#### ACTION ITEM:
Write out all the records exactly, and keep any images out.

#### RECORD EXCERPTS:

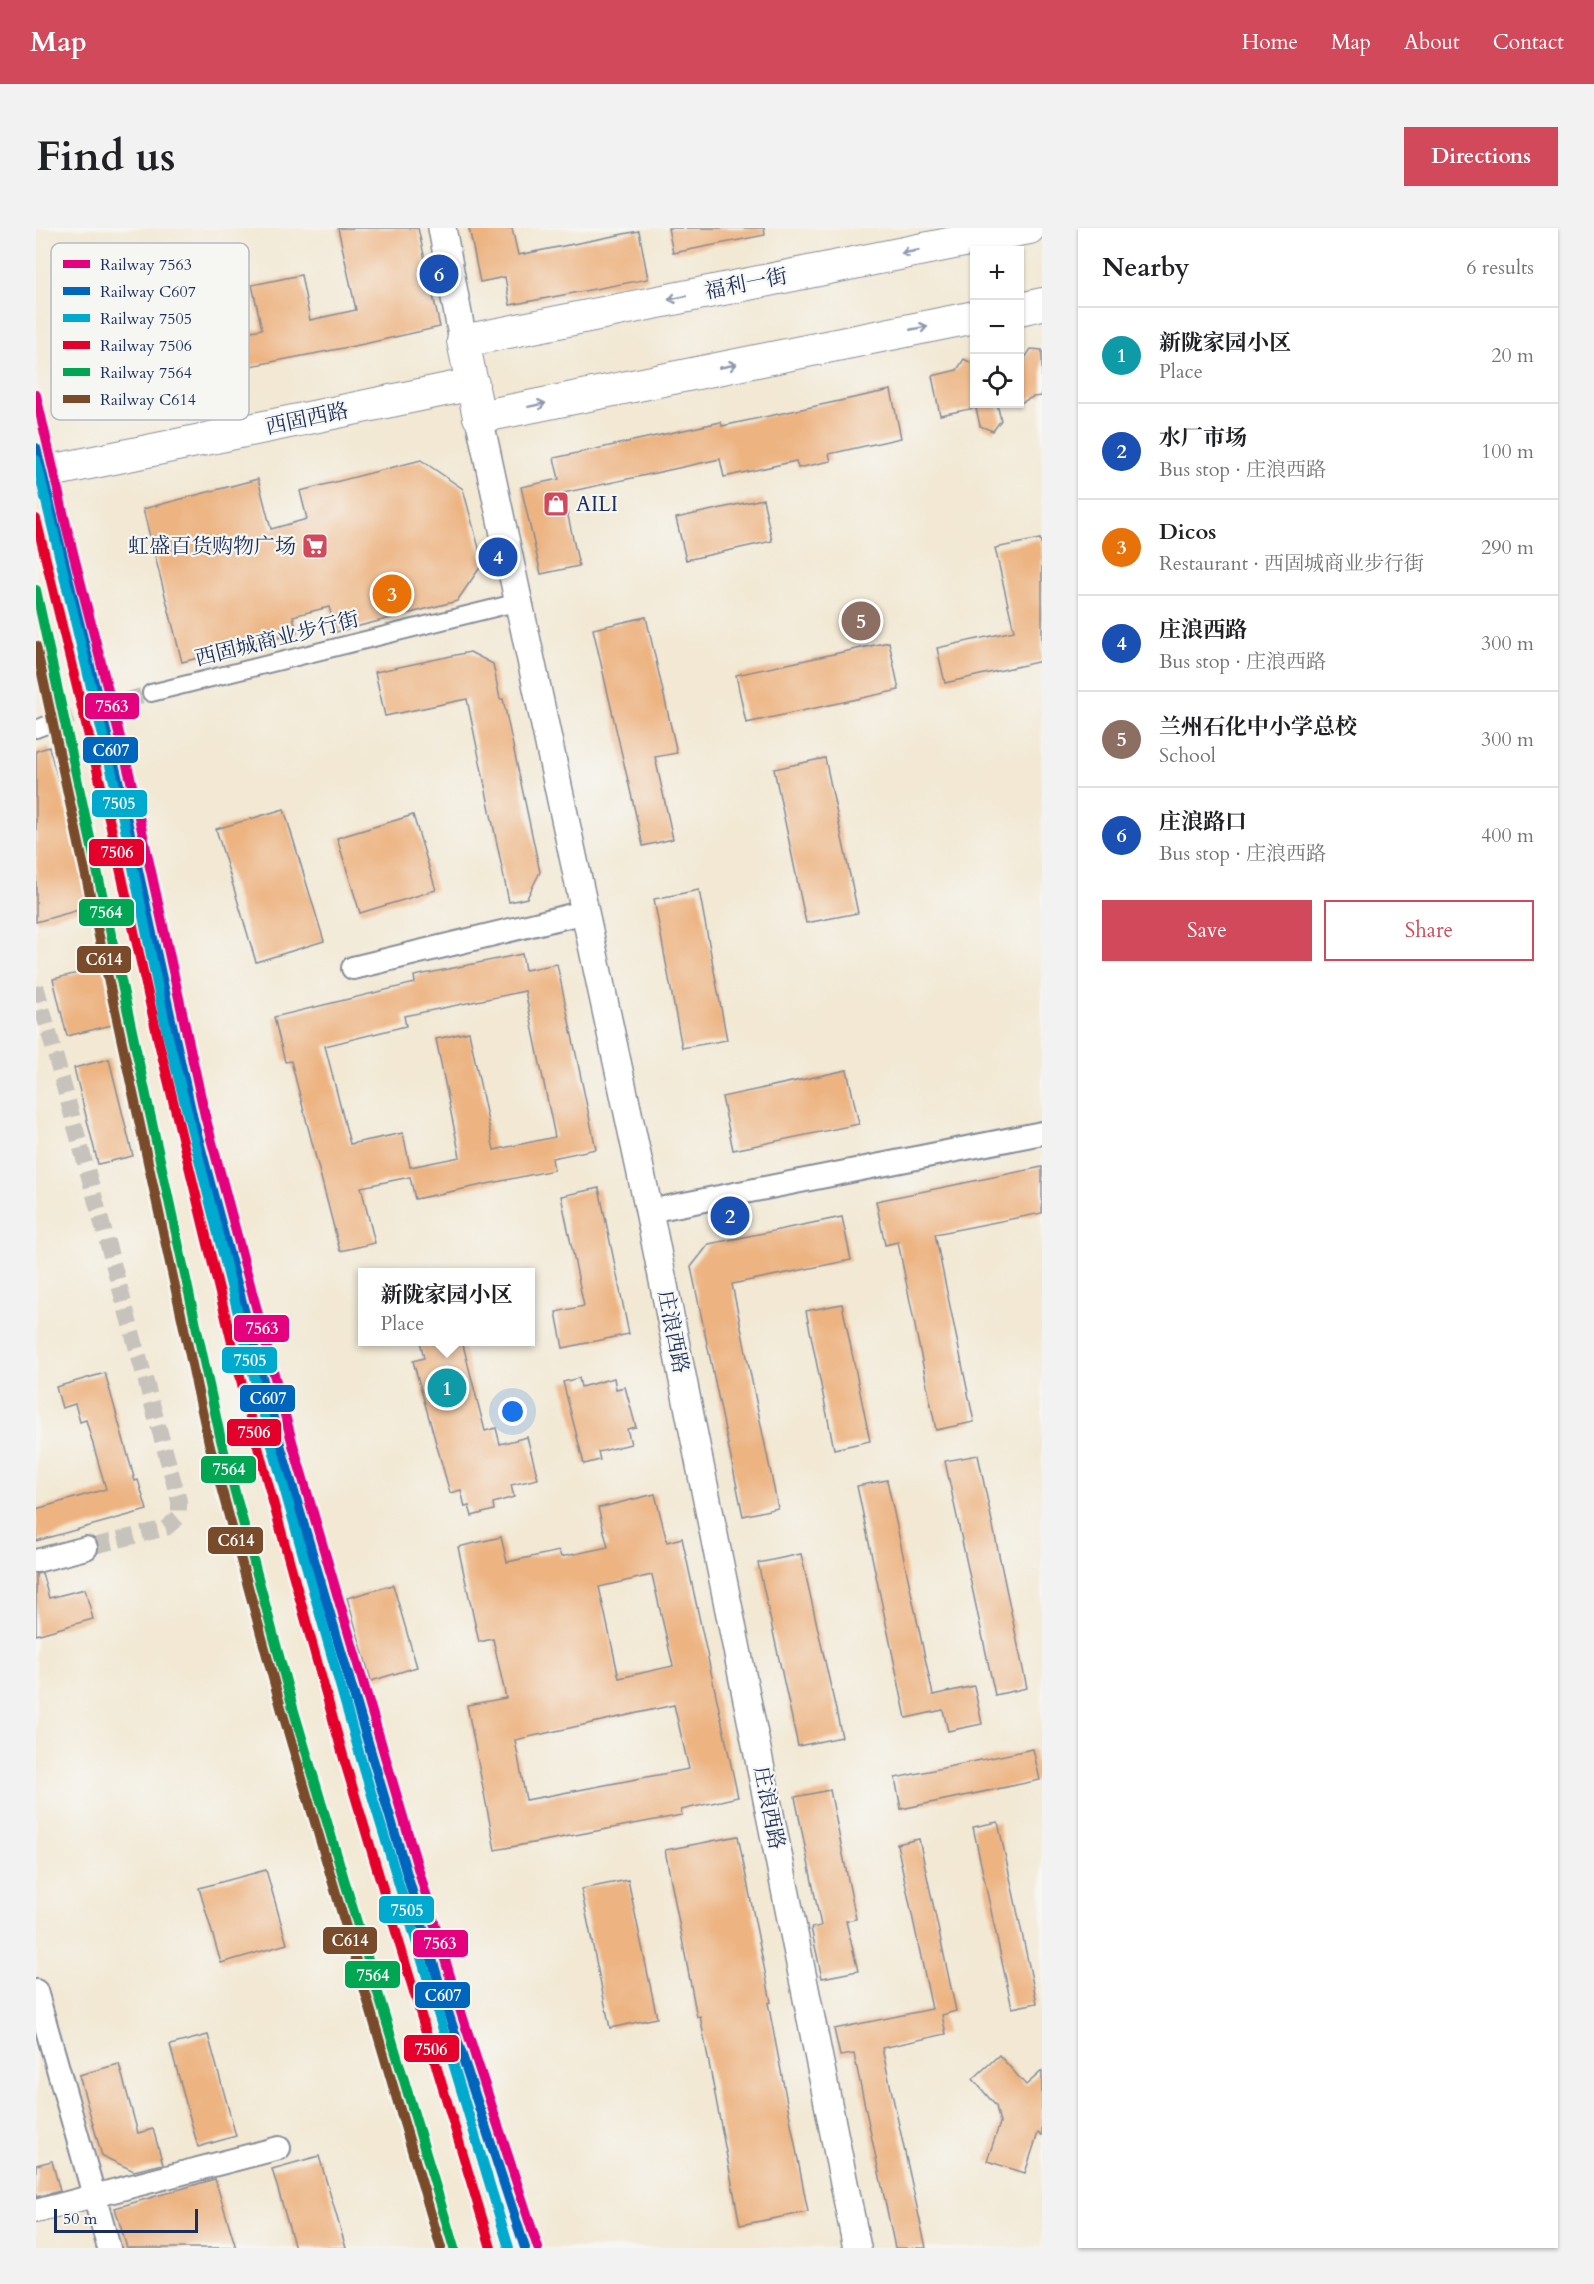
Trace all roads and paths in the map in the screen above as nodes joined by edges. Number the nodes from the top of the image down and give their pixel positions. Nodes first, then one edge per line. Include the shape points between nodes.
1 (442, 228) edge
2 (1029, 228) edge
3 (1042, 304) edge
4 (1024, 308) edge
5 (970, 318) edge
6 (464, 341) junction
7 (473, 384) junction
8 (479, 417) junction
9 (36, 474) edge
10 (519, 602) junction
11 (151, 693) tunnel mouth
12 (57, 721) tunnel mouth
13 (36, 729) edge
14 (585, 912) junction
15 (354, 968) dead end
16 (1042, 1134) edge
17 (649, 1211) junction
18 (86, 1548) tunnel mouth
19 (36, 1561) edge
20 (36, 1991) edge
21 (279, 2148) dead end
22 (94, 2195) junction
23 (36, 2211) edge
24 (109, 2248) edge
25 (857, 2248) edge

1 - 6 street
2 -> 6 main road, 福利一街
3 - 4 main road
8 -> 5 main road
6 - 7 main road
7 - 8 main road
7 - 9 main road, 西固西路
8 - 10 street, 庄浪西路
10 - 11 street, 西固城商业步行街
10 - 14 street, 庄浪西路
12 - 13 street
14 - 15 street
14 - 17 street, 庄浪西路
16 - 17 street
17 - 25 street, 庄浪西路
18 - 19 street
20 - 22 street
21 - 22 street
22 - 23 street
22 - 24 street

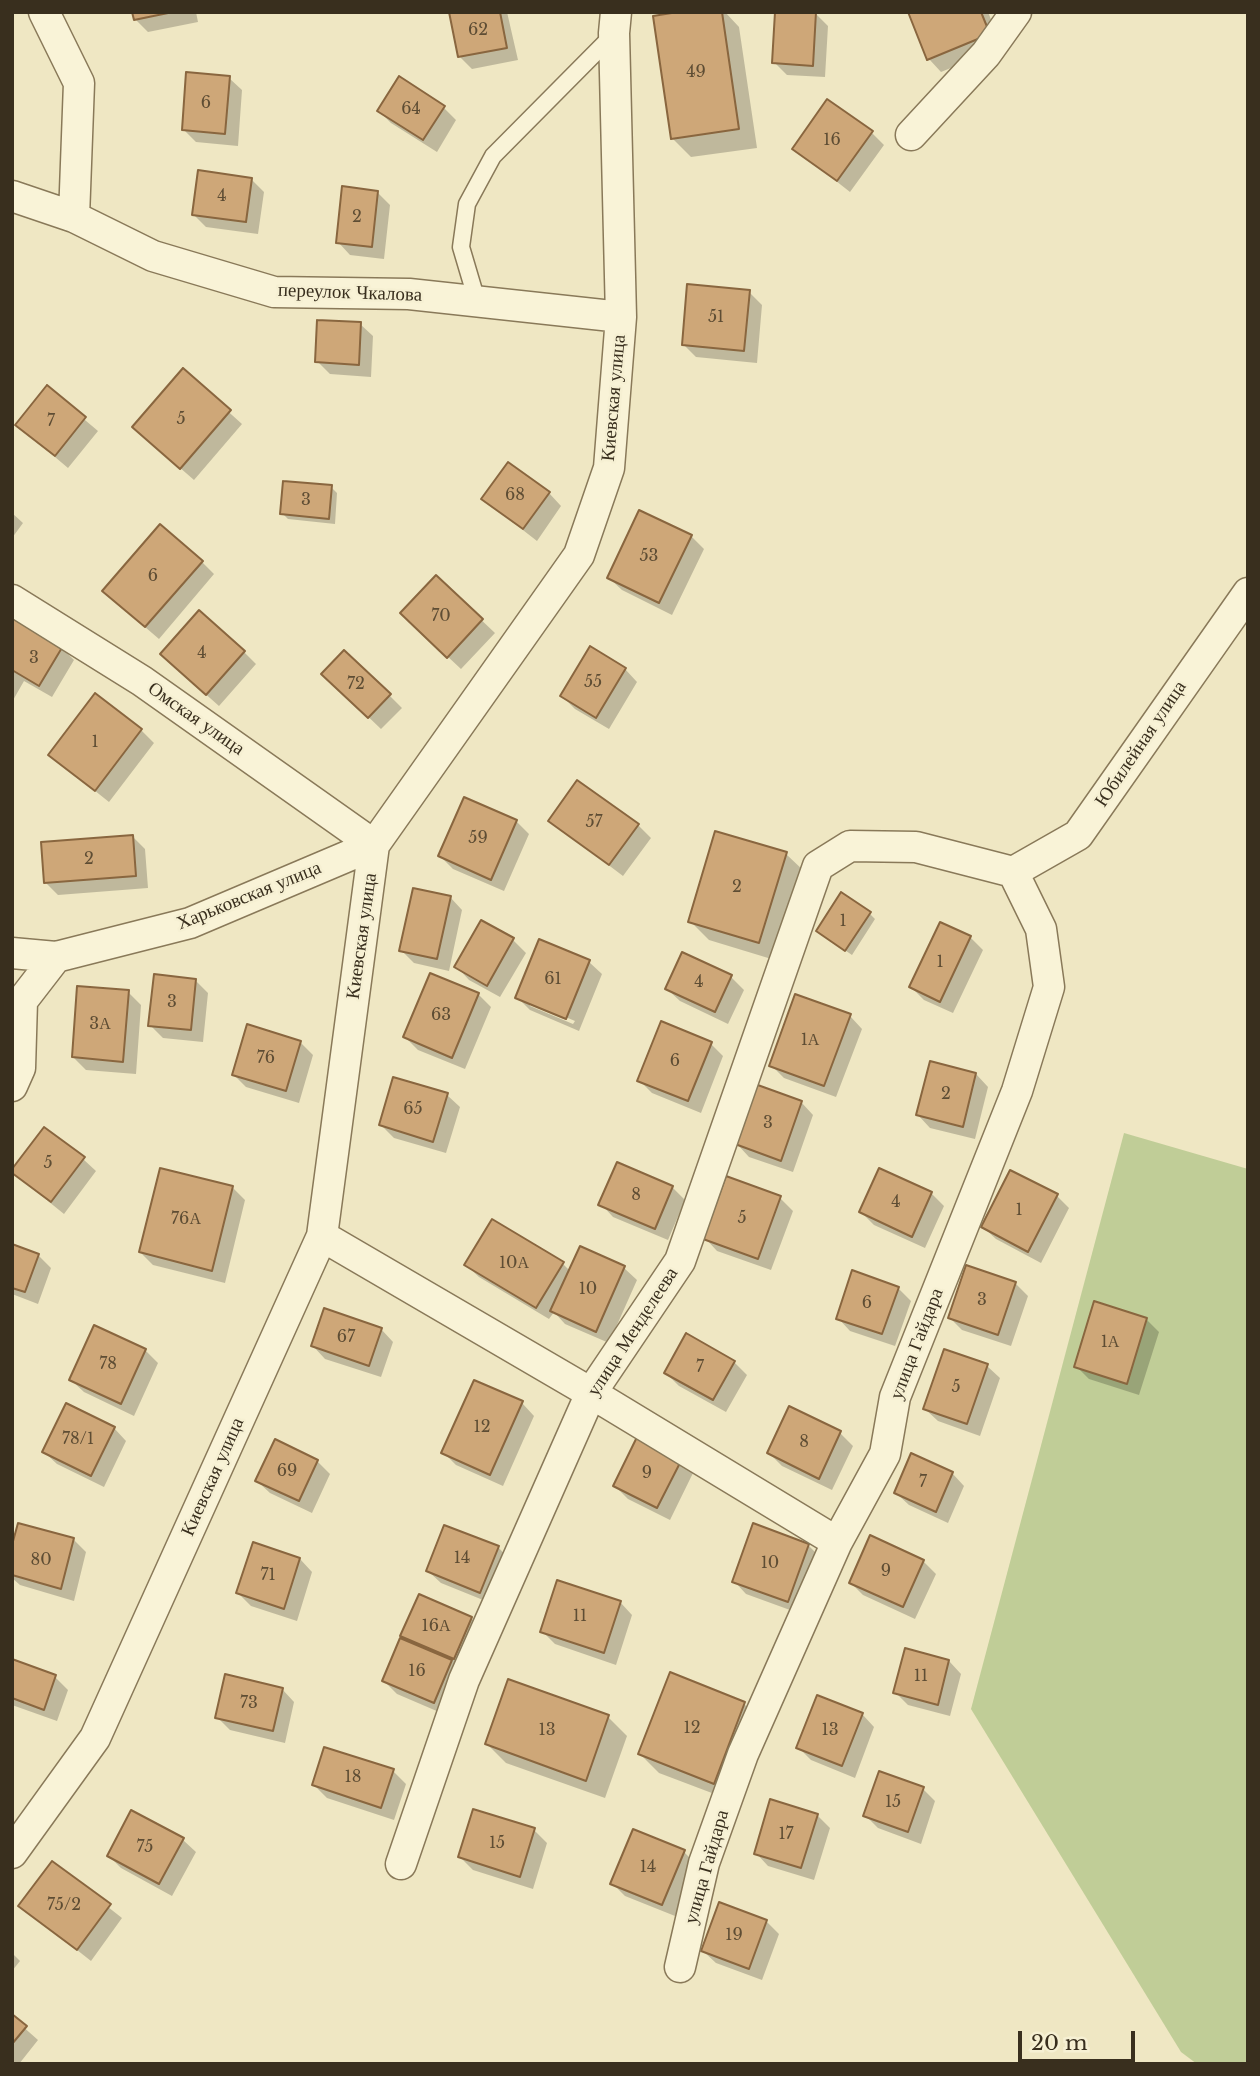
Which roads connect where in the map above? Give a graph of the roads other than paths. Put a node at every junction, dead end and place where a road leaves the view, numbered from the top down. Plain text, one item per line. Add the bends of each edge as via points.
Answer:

#### YOUR SOLUTION:
Trace all roads and paths in the map in the screen above as nodes joined by edges. Number the nodes from the top of the image down and give their pixel positions. Nodes first, then one edge per line. Include the shape points between nodes.
1 (442, 228) edge
2 (1029, 228) edge
3 (1042, 304) edge
4 (1024, 308) edge
5 (970, 318) edge
6 (464, 341) junction
7 (473, 384) junction
8 (479, 417) junction
9 (36, 474) edge
10 (519, 602) junction
11 (151, 693) tunnel mouth
12 (57, 721) tunnel mouth
13 (36, 729) edge
14 (585, 912) junction
15 (354, 968) dead end
16 (1042, 1134) edge
17 (649, 1211) junction
18 (86, 1548) tunnel mouth
19 (36, 1561) edge
20 (36, 1991) edge
21 (279, 2148) dead end
22 (94, 2195) junction
23 (36, 2211) edge
24 (109, 2248) edge
25 (857, 2248) edge

1 - 6 street
2 -> 6 main road, 福利一街
3 - 4 main road
8 -> 5 main road
6 - 7 main road
7 - 8 main road
7 - 9 main road, 西固西路
8 - 10 street, 庄浪西路
10 - 11 street, 西固城商业步行街
10 - 14 street, 庄浪西路
12 - 13 street
14 - 15 street
14 - 17 street, 庄浪西路
16 - 17 street
17 - 25 street, 庄浪西路
18 - 19 street
20 - 22 street
21 - 22 street
22 - 23 street
22 - 24 street

Which roads connect where in the map above? Give a graph of the roads other than paths. Put a node at every junction, dead end and place where a road leaves the view, numbered from the top down. Plain text, one item per line. Add the bends of each edge as via points.
Answer:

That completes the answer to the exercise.